One of the highlights of my every morning, sad bugger that I am, is the ‘memories’ feature that Facebook has now. If you’re not familiar with it – every day Facebook shows you a selection of things you posted on the social network a year ago today, two years ago today, three, four and so on right back to the year you joined.

Call me a narcissist, but I love flicking through and seeing all the things I was doing and saying on this day all those years back. I only share something from it once a week at the most, but I look at it every single day regardless.

A lot of the time looking at a memory invokes a wider story and feelings behind it that I may not have shared or expressed adequately at the time. For example, today a photo popped up that I took seven years ago and it brought back vivid football memories. So I decided that rather than just sharing it with my friends on Facebook, I would write about it here instead.

27 May 2009 was the day of the UEFA Champions League final – staged at the Stadio Olimpico in Rome – Between Manchester United and Barcelona.

I was in town. I wanted to go to the game, but I lucked out of the ballot and the tickets weren’t worth the money that scalpers were asking for them. If Roma had been in it I would have done whatever it took to get in there, but we had been knocked out by Arsenal in a quarter-final penalty shootout, so my plan was to watch the game in a pub. But before that I wanted to get out and around and sample what a big European city felt like on the day of a big football final that it was hosting.

I only made one mistake – I wore my Roma shirt.

With Barcelona fans, it wasn’t a problem at all. When I was in their vicinity, every single time, they yelled “FORZA ROMA!” at me – they knew whose city they were in and they respected it. But every time I was within range of a Manchester United fan or, worse, a group of them, it meant abuse.

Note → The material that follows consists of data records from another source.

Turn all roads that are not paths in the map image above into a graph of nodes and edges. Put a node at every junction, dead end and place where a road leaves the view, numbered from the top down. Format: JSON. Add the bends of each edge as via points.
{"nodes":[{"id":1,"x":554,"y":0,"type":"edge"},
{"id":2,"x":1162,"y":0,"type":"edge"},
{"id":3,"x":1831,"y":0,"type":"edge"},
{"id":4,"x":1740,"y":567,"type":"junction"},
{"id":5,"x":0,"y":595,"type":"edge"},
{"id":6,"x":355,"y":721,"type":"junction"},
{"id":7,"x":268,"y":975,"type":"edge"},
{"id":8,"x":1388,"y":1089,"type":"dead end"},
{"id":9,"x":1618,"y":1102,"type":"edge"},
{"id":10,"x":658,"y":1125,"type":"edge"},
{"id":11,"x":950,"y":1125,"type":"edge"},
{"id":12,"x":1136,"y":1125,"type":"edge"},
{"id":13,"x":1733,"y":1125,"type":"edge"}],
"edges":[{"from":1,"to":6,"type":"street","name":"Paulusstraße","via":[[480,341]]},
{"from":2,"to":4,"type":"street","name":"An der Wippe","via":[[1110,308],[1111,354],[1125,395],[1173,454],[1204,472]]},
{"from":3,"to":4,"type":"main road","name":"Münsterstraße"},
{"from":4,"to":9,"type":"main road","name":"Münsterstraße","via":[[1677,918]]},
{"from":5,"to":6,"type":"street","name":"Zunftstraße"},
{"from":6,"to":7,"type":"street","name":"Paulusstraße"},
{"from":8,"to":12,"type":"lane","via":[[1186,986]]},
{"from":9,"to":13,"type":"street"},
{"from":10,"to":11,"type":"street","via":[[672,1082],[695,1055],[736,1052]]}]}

The worst case of this was at the San Giovanni Metro Station. As I descended the stairs, a big group of half cut Man U fans who were already on the platform spotted me. They opened with what seemed to be the song of the day – “Where are your famous f**king ultras?” When that didn’t get a reaction out of me, they tried “PAOLO DI CANIO”. I knew what they were after and I was determined not to give it to them. So when that didn’t work, obviously frustrated, they started chanting “YOU FAT F**KING BASTARD” over and over and over. I was staring at the ground, actually quite scared, wondering where this was going next…

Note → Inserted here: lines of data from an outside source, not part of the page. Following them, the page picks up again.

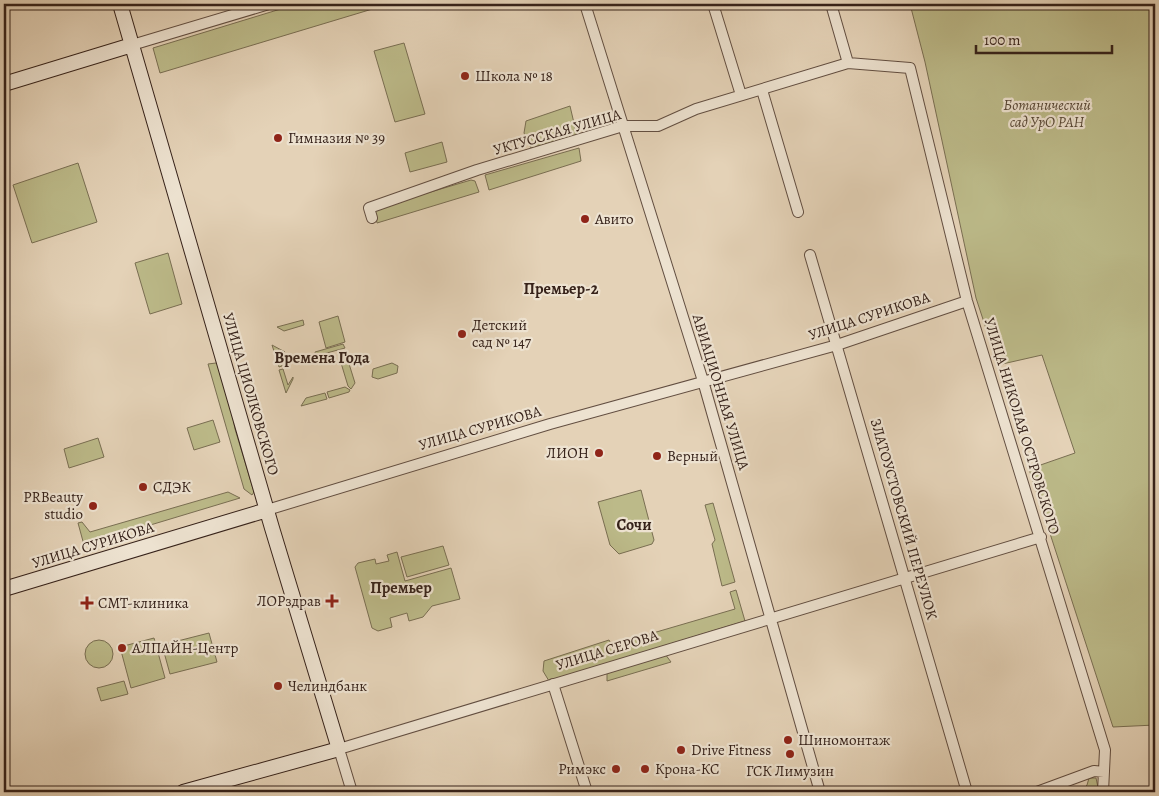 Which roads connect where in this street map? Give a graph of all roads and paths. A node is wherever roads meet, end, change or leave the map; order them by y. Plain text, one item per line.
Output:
1 (120, 4) edge
2 (269, 4) edge
3 (585, 4) edge
4 (713, 4) edge
5 (831, 4) edge
6 (132, 45) junction
7 (848, 63) junction
8 (910, 68) joint
9 (4, 84) edge
10 (762, 90) junction
11 (741, 95) junction
12 (623, 126) junction
13 (798, 212) dead end
14 (372, 218) dead end
15 (810, 255) dead end
16 (967, 301) junction
17 (837, 345) junction
18 (703, 381) junction
19 (267, 510) junction
20 (1041, 537) junction
21 (906, 579) junction
22 (4, 589) edge
23 (772, 619) junction
24 (553, 684) junction
25 (339, 749) junction
26 (1104, 772) junction
27 (183, 792) edge
28 (352, 792) edge
29 (587, 792) edge
30 (820, 792) edge
31 (967, 792) edge
32 (1037, 792) edge
33 (1103, 792) edge

1 - 6 street, УЛИЦА ЦИОЛКОВСКОГО
2 - 6 street
3 - 12 street, АВИАЦИОННАЯ УЛИЦА
4 - 11 street
5 - 7 street
6 - 9 street
6 - 19 street, УЛИЦА ЦИОЛКОВСКОГО
7 - 8 street, УКТУССКАЯ УЛИЦА
7 - 10 street, УКТУССКАЯ УЛИЦА
8 - 16 street, УЛИЦА НИКОЛАЯ ОСТРОВСКОГО
10 - 11 street, УКТУССКАЯ УЛИЦА
10 - 13 street
11 - 12 street, УКТУССКАЯ УЛИЦА
12 - 14 street, УКТУССКАЯ УЛИЦА
12 - 18 street, АВИАЦИОННАЯ УЛИЦА
15 - 17 street, ЗЛАТОУСТОВСКИЙ ПЕРЕУЛОК
16 - 17 street, УЛИЦА СУРИКОВА
16 - 20 street, УЛИЦА НИКОЛАЯ ОСТРОВСКОГО
17 - 18 street, УЛИЦА СУРИКОВА
17 - 21 street, ЗЛАТОУСТОВСКИЙ ПЕРЕУЛОК
18 - 19 street, УЛИЦА СУРИКОВА
18 - 23 street, АВИАЦИОННАЯ УЛИЦА
19 - 22 street, УЛИЦА СУРИКОВА
19 - 25 street, УЛИЦА ЦИОЛКОВСКОГО
20 - 21 street, УЛИЦА СЕРОВА
20 - 26 street, УЛИЦА НИКОЛАЯ ОСТРОВСКОГО
21 - 23 street, УЛИЦА СЕРОВА
21 - 31 street, ЗЛАТОУСТОВСКИЙ ПЕРЕУЛОК
23 - 24 street, УЛИЦА СЕРОВА
23 - 30 street, АВИАЦИОННАЯ УЛИЦА
24 - 25 street, УЛИЦА СЕРОВА
24 - 29 street
25 - 27 street, УЛИЦА СЕРОВА
25 - 28 street, УЛИЦА ЦИОЛКОВСКОГО
26 - 32 street
26 - 33 street, УЛИЦА НИКОЛАЯ ОСТРОВСКОГО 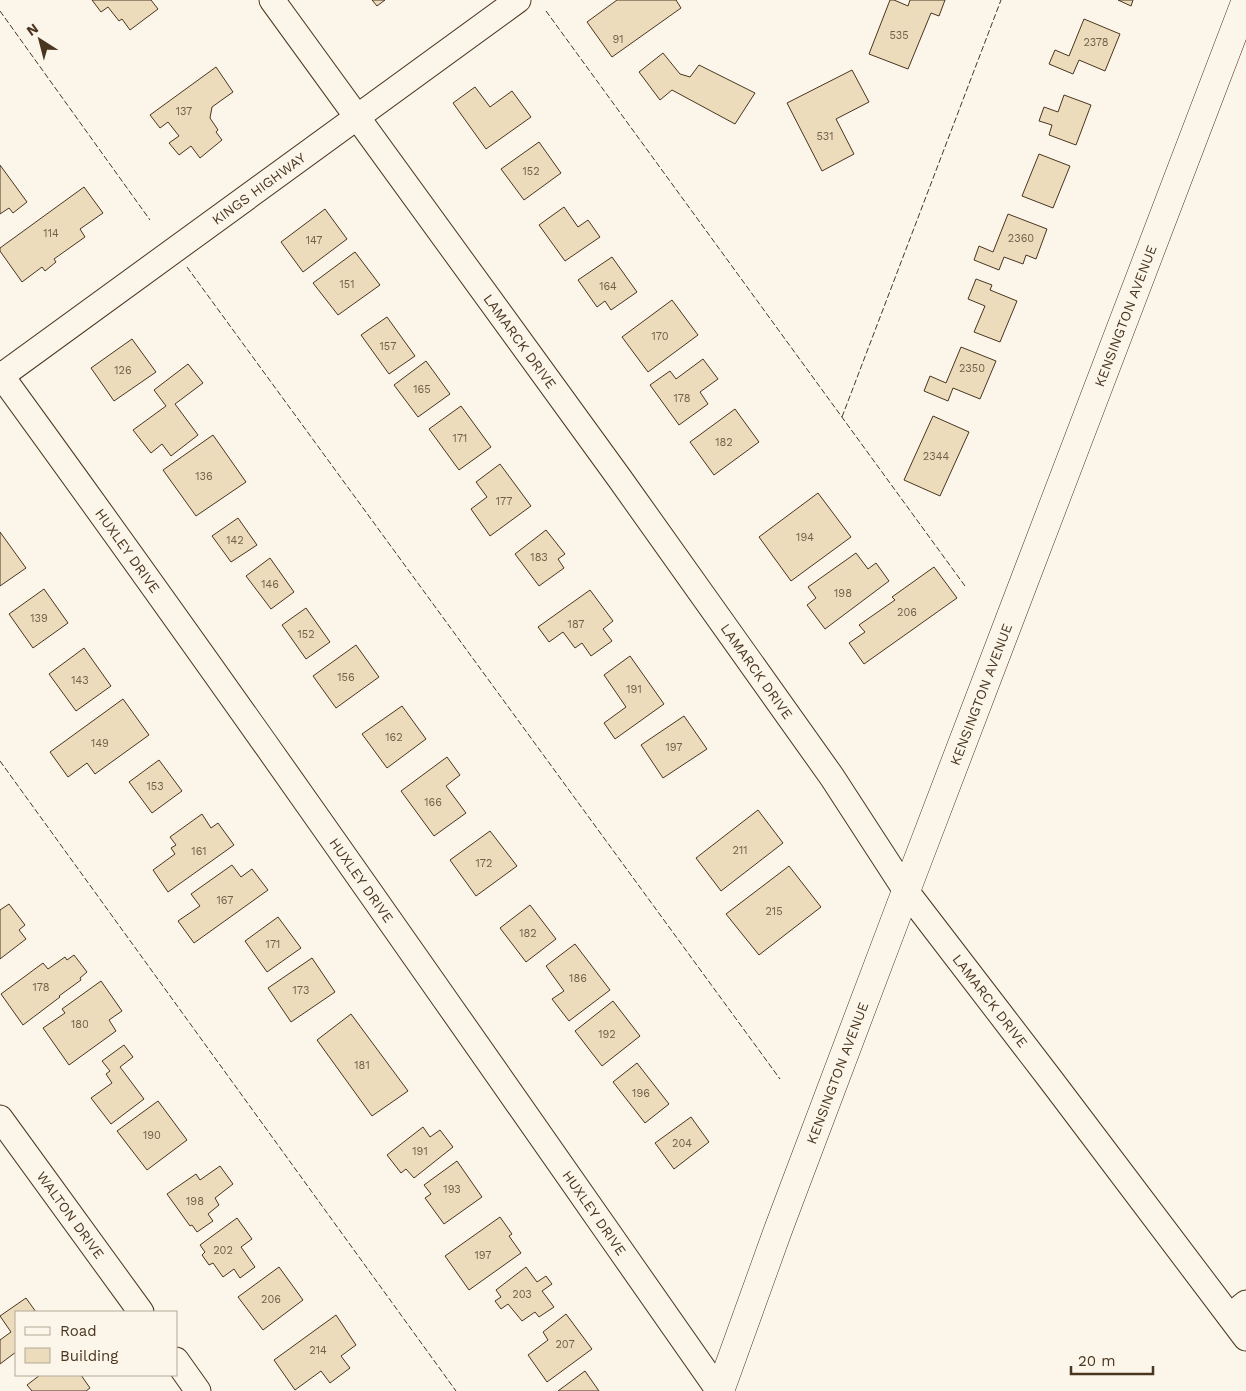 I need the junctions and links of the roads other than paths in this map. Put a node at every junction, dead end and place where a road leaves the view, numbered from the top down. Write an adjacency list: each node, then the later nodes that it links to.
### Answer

Thankfully the train arrived. I made sure to get on as far away from them as possible but I could still see and hear them through the other passengers that separated us. As luck would have it though, the part of the train I was in was full of Barcelona fans. It didn’t take them long to see what was going on. Before I knew it they had surrounded me like a protective shield and they were singing a song of their own – “F**K YOU MANCHESTER! F**K YOU MANCHESTER! F**K YOU MANCHESTER!”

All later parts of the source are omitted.